Task directions: Restate every entry verbatim; drop the pictures.

Record set:

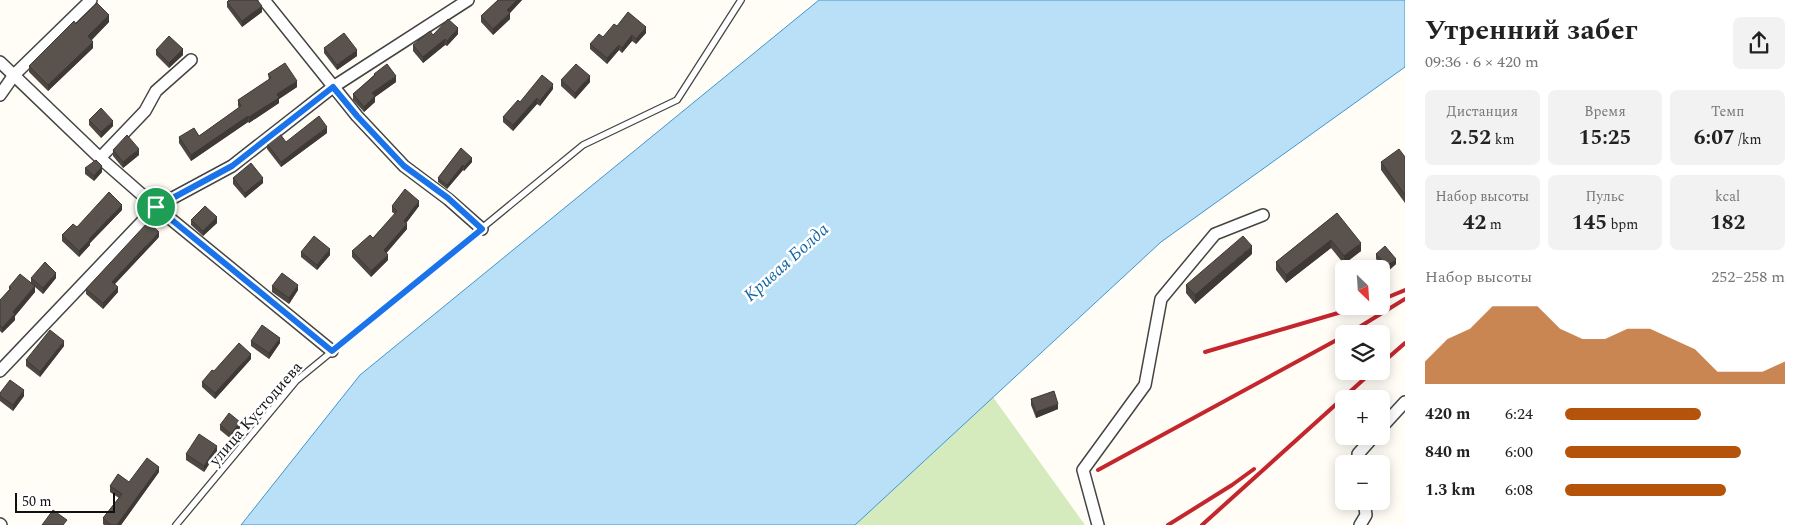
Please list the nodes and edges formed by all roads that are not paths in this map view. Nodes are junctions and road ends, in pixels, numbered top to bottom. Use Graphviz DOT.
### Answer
graph roads {
  1 [pos="91,0"];
  2 [pos="264,0"];
  3 [pos="468,0"];
  4 [pos="741,0"];
  5 [pos="191,60"];
  6 [pos="0,62"];
  7 [pos="14,75"];
  8 [pos="333,87"];
  9 [pos="0,95"];
  10 [pos="100,158"];
  11 [pos="156,207"];
  12 [pos="1263,215"];
  13 [pos="482,229"];
  14 [pos="332,351"];
  15 [pos="0,371"];
  16 [pos="1405,402"];
  17 [pos="1390,418"];
  18 [pos="1366,445"];
  19 [pos="1358,455"];
  20 [pos="1365,510"];
  21 [pos="176,525"];
  22 [pos="1098,525"];
  23 [pos="1360,525"];
  1 -- 7 [label="street"];
  2 -- 8 [label="street"];
  3 -- 8 [label="street"];
  4 -- 13 [label="lane, улица Кустодиева"];
  5 -- 10 [label="street"];
  6 -- 7 [label="street"];
  7 -- 9 [label="street"];
  7 -- 10 [label="street"];
  8 -- 11 [label="street"];
  8 -- 13 [label="street"];
  10 -- 11 [label="street"];
  11 -- 14 [label="street"];
  11 -- 15 [label="street"];
  12 -- 22 [label="street"];
  13 -- 14 [label="lane, улица Кустодиева"];
  14 -- 21 [label="lane, улица Кустодиева"];
  16 -- 17 [label="street"];
  18 -- 19 [label="street"];
  20 -- 23 [label="street"];
}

Solution for this exercise:
Please list the nodes and edges formed by all roads that are not paths in this map view. Nodes are junctions and road ends, in pixels, numbered top to bottom. Use Graphviz DOT.
### Answer
graph roads {
  1 [pos="91,0"];
  2 [pos="264,0"];
  3 [pos="468,0"];
  4 [pos="741,0"];
  5 [pos="191,60"];
  6 [pos="0,62"];
  7 [pos="14,75"];
  8 [pos="333,87"];
  9 [pos="0,95"];
  10 [pos="100,158"];
  11 [pos="156,207"];
  12 [pos="1263,215"];
  13 [pos="482,229"];
  14 [pos="332,351"];
  15 [pos="0,371"];
  16 [pos="1405,402"];
  17 [pos="1390,418"];
  18 [pos="1366,445"];
  19 [pos="1358,455"];
  20 [pos="1365,510"];
  21 [pos="176,525"];
  22 [pos="1098,525"];
  23 [pos="1360,525"];
  1 -- 7 [label="street"];
  2 -- 8 [label="street"];
  3 -- 8 [label="street"];
  4 -- 13 [label="lane, улица Кустодиева"];
  5 -- 10 [label="street"];
  6 -- 7 [label="street"];
  7 -- 9 [label="street"];
  7 -- 10 [label="street"];
  8 -- 11 [label="street"];
  8 -- 13 [label="street"];
  10 -- 11 [label="street"];
  11 -- 14 [label="street"];
  11 -- 15 [label="street"];
  12 -- 22 [label="street"];
  13 -- 14 [label="lane, улица Кустодиева"];
  14 -- 21 [label="lane, улица Кустодиева"];
  16 -- 17 [label="street"];
  18 -- 19 [label="street"];
  20 -- 23 [label="street"];
}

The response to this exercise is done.